- [TASK REQUIREMENTS]: Once you have located the line containing "cairo_set_source_surface(cr, image, x, y);" in the material below, return it exactly along with each line after it through the line containing "cairo_pattern_t *gradient;".

- [GIVEN DATA]:
━━━━━━

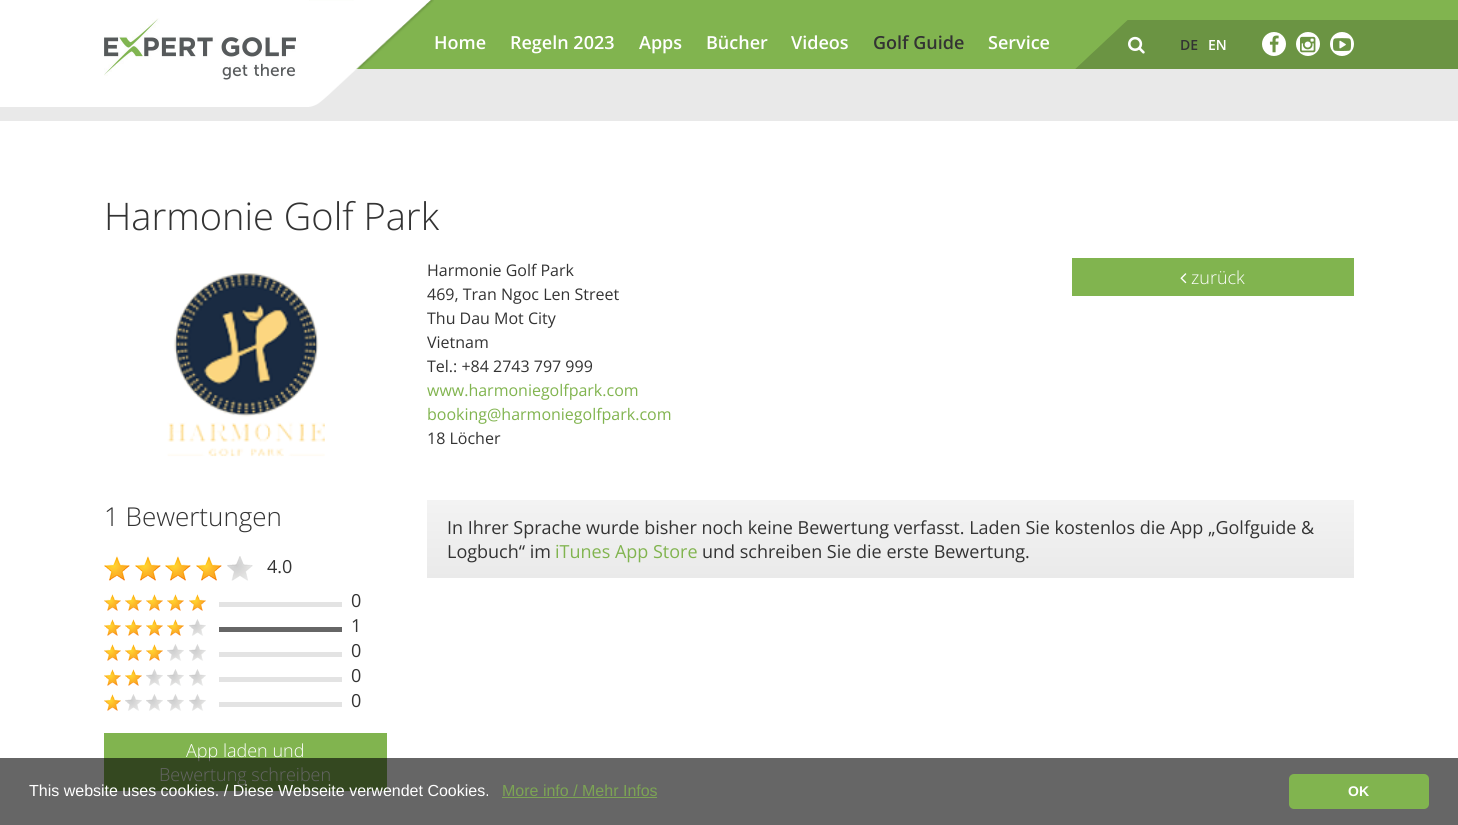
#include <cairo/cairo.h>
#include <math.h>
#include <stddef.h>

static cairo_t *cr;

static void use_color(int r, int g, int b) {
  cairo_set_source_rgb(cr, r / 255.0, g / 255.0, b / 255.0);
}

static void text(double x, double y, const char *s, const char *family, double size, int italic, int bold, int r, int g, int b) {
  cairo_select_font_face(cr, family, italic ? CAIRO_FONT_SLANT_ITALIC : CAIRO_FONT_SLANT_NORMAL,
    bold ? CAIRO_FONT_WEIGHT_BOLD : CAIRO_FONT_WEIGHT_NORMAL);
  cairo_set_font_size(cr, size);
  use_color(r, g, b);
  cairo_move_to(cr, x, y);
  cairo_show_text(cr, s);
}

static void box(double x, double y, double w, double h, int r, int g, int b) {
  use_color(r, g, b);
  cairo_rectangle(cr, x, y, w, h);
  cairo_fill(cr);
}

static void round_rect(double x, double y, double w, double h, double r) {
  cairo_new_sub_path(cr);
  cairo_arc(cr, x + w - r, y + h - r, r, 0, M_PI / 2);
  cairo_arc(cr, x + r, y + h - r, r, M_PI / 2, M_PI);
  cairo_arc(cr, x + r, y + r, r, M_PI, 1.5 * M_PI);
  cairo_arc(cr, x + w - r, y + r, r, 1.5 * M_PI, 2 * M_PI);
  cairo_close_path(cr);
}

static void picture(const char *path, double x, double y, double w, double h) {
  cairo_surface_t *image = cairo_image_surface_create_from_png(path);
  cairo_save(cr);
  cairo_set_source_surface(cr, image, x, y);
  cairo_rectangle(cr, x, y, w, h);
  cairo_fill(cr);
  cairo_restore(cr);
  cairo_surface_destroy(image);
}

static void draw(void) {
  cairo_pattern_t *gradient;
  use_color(255, 255, 255);
  cairo_paint(cr);
  box(1394, 0, 64, 20, 129, 180, 79);
  box(309, 0, 1085, 69, 129, 180, 79);
  box(144, 69, 1314, 52, 233, 233, 233);
  picture("img_01.png", 309, 0, 125, 107);
  box(144, 69, 165, 38, 255, 255, 255);
  picture("img_02.png", 104, 18, 192, 62);
  picture("img_03.png", 1075, 20, 53, 49);
  box(1128, 20, 330, 49, 107, 148, 67);
  picture("img_04.png", 1128, 36, 17, 18);
  use_color(255, 255, 255);
  cairo_arc(cr, 1274, 44, 12, 0, 2 * M_PI);
  cairo_fill(cr);
  picture("img_05.png", 1269, 35, 10, 18);
  cairo_arc(cr, 1308, 44, 12, 0, 2 * M_PI);
  cairo_fill(cr);
  picture("img_06.png", 1300, 36, 16, 17);
  cairo_arc(cr, 1342, 44, 12, 0, 2 * M_PI);
  cairo_fill(cr);
  picture("img_07.png", 1333, 38, 18, 13);
  box(0, 107, 144, 14, 233, 233, 233);
  picture("img_08.png", 167, 273, 158, 184);
  box(1072, 258, 282, 38, 129, 180, 79);
  picture("img_09.png", 1180, 273, 7, 11);
  picture("img_10.png", 104, 556, 26, 25);
  picture("img_10.png", 135, 556, 26, 25);
  picture("img_10.png", 165, 556, 26, 25);
  picture("img_10.png", 196, 556, 26, 25);
  picture("img_11.png", 227, 556, 26, 25);
  picture("img_12.png", 104, 594, 17, 17);
  picture("img_12.png", 125, 594, 17, 17);
  picture("img_13.png", 146, 594, 17, 17);
  picture("img_12.png", 167, 594, 17, 17);
  picture("img_12.png", 189, 594, 17, 17);
  box(219, 602, 123, 5, 227, 227, 227);
  picture("img_14.png", 104, 619, 17, 17);
  picture("img_14.png", 125, 619, 17, 17);
  picture("img_15.png", 146, 619, 17, 17);
  picture("img_14.png", 167, 619, 17, 17);
  picture("img_16.png", 189, 619, 17, 17);
  box(219, 627, 123, 5, 102, 102, 102);
  picture("img_14.png", 104, 644, 17, 17);
  picture("img_14.png", 125, 644, 17, 17);
  picture("img_15.png", 146, 644, 17, 17);
  picture("img_16.png", 167, 644, 17, 17);
  picture("img_16.png", 189, 644, 17, 17);
  box(219, 652, 123, 5, 227, 227, 227);
  picture("img_14.png", 104, 669, 17, 17);
  picture("img_14.png", 125, 669, 17, 17);
  picture("img_17.png", 146, 669, 17, 17);
  picture("img_16.png", 167, 669, 17, 17);
  picture("img_16.png", 189, 669, 17, 17);
  box(219, 677, 123, 5, 227, 227, 227);
  picture("img_14.png", 104, 694, 17, 17);
  picture("img_16.png", 125, 694, 17, 17);
  picture("img_17.png", 146, 694, 17, 17);
  picture("img_16.png", 167, 694, 17, 17);
  picture("img_16.png", 189, 694, 17, 17);
  box(219, 702, 123, 5, 227, 227, 227);
  box(104, 733, 283, 58, 129, 180, 79);
  gradient = cairo_pattern_create_linear(891, 500, 891, 578);
  cairo_pattern_add_color_stop_rgba(gradient, 0, 0.953, 0.953, 0.953, 1);
  cairo_pattern_add_color_stop_rgba(gradient, 1, 0.918, 0.918, 0.918, 1);
  cairo_set_source(cr, gradient);
  cairo_pattern_destroy(gradient);
  cairo_rectangle(cr, 427, 500, 927, 78);
  cairo_fill(cr);
  text(434, 49, "Home", "Open Sans SemiBold", 18, 0, 0, 255, 255, 255);
  text(510, 49, "Regeln 2023", "Open Sans SemiBold", 18, 0, 0, 255, 255, 255);
  text(639, 49, "Apps", "Open Sans SemiBold", 18, 0, 0, 255, 255, 255);
  text(706, 49, "Bücher", "Open Sans SemiBold", 18, 0, 0, 255, 255, 255);
  text(791, 49, "Videos", "Open Sans SemiBold", 18, 0, 0, 255, 255, 255);
  text(873, 49, "Golf Guide", "Open Sans SemiBold", 18, 0, 0, 51, 51, 51);
  text(988, 49, "Service", "Open Sans SemiBold", 18, 0, 0, 255, 255, 255);
  text(1180, 50, "DE", "Open Sans SemiBold", 14, 0, 0, 51, 51, 51);
  text(1208, 50, "EN", "Open Sans SemiBold", 14, 0, 0, 255, 255, 255);
  text(104, 230, "Harmonie Golf Park", "Open Sans Light", 38, 0, 0, 51, 51, 51);
  text(427, 276, "Harmonie Golf Park", "Open Sans", 16, 0, 0, 51, 51, 51);
  text(427, 300, "469, Tran Ngoc Len Street", "Open Sans", 16, 0, 0, 51, 51, 51);
  text(427, 324, "Thu Dau Mot City", "Open Sans", 16, 0, 0, 51, 51, 51);
  text(427, 348, "Vietnam", "Open Sans", 16, 0, 0, 51, 51, 51);
  text(427, 372, "Tel.: +84 2743 797 999", "Open Sans", 16, 0, 0, 51, 51, 51);
  text(427, 396, "www.harmoniegolfpark.com", "Open Sans", 16, 0, 0, 129, 180, 79);
  text(427, 420, "booking@harmoniegolfpark.com", "Open Sans", 16, 0, 0, 129, 180, 79);
  text(427, 444, "18 Löcher", "Open Sans", 16, 0, 0, 51, 51, 51);
  text(1191, 284, "zurück", "Open Sans Light", 18, 0, 0, 255, 255, 255);
  text(104, 526, "1 Bewertungen", "Open Sans Light", 26, 0, 0, 51, 51, 51);
  text(267, 573, "4.0", "Open Sans", 18, 0, 0, 51, 51, 51);
  text(351, 607, "0", "Open Sans", 18, 0, 0, 51, 51, 51);
  text(351, 632, "1", "Open Sans", 18, 0, 0, 51, 51, 51);
  text(351, 657, "0", "Open Sans", 18, 0, 0, 51, 51, 51);
  text(351, 682, "0", "Open Sans", 18, 0, 0, 51, 51, 51);
  text(351, 707, "0", "Open Sans", 18, 0, 0, 51, 51, 51);
  text(186, 757, "App laden und", "Open Sans Light", 18, 0, 0, 255, 255, 255);
  text(159, 781, "Bewertung schreiben", "Open Sans Light", 18, 0, 0, 255, 255, 255);
  text(447, 534, "In Ihrer Sprache wurde bisher noch keine Bewertung verfasst. Laden Sie kostenlos die App „Golfguide &", "Open Sans", 18, 0, 0, 51, 51, 51);
  text(447, 558, "Logbuch“ im", "Open Sans", 18, 0, 0, 51, 51, 51);
  text(555, 558, "iTunes App Store", "Open Sans", 18, 0, 0, 129, 180, 79);
  text(702, 558, "und schreiben Sie die erste Bewertung.", "Open Sans", 18, 0, 0, 51, 51, 51);
  cairo_set_source_rgba(cr, 0, 0, 0, 0.6);
  cairo_rectangle(cr, 0, 758, 1458, 67);
  cairo_fill(cr);
  text(29, 796, "This website uses cookies. / Diese Webseite verwendet Cookies.", "Liberation Sans", 16, 0, 0, 255, 255, 255);
  text(502, 796, "More info / Mehr Infos", "Liberation Sans", 16, 0, 0, 124, 164, 84);
  box(502, 797, 155, 1, 124, 164, 84);
  use_color(129, 180, 79);
  round_rect(1289, 774, 140, 35, 5);
  cairo_fill(cr);
  text(1348, 796, "OK", "Liberation Sans", 14, 0, 1, 255, 255, 255);
}

int main(void) {
  cairo_surface_t *surface = cairo_image_surface_create(CAIRO_FORMAT_RGB24, 1458, 825);
  cr = cairo_create(surface);
  cairo_font_options_t *options = cairo_font_options_create();
  cairo_font_options_set_hint_metrics(options, CAIRO_HINT_METRICS_OFF);
  cairo_font_options_set_hint_style(options, CAIRO_HINT_STYLE_NONE);
  cairo_set_font_options(cr, options);
  cairo_set_miter_limit(cr, 4);
  draw();
  cairo_surface_write_to_png(surface, "out.png");
  cairo_font_options_destroy(options);
  cairo_destroy(cr);
  cairo_surface_destroy(surface);
  return 0;
}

━━━━━━

- [TASK OUTPUT]:
  cairo_set_source_surface(cr, image, x, y);
  cairo_rectangle(cr, x, y, w, h);
  cairo_fill(cr);
  cairo_restore(cr);
  cairo_surface_destroy(image);
}

static void draw(void) {
  cairo_pattern_t *gradient;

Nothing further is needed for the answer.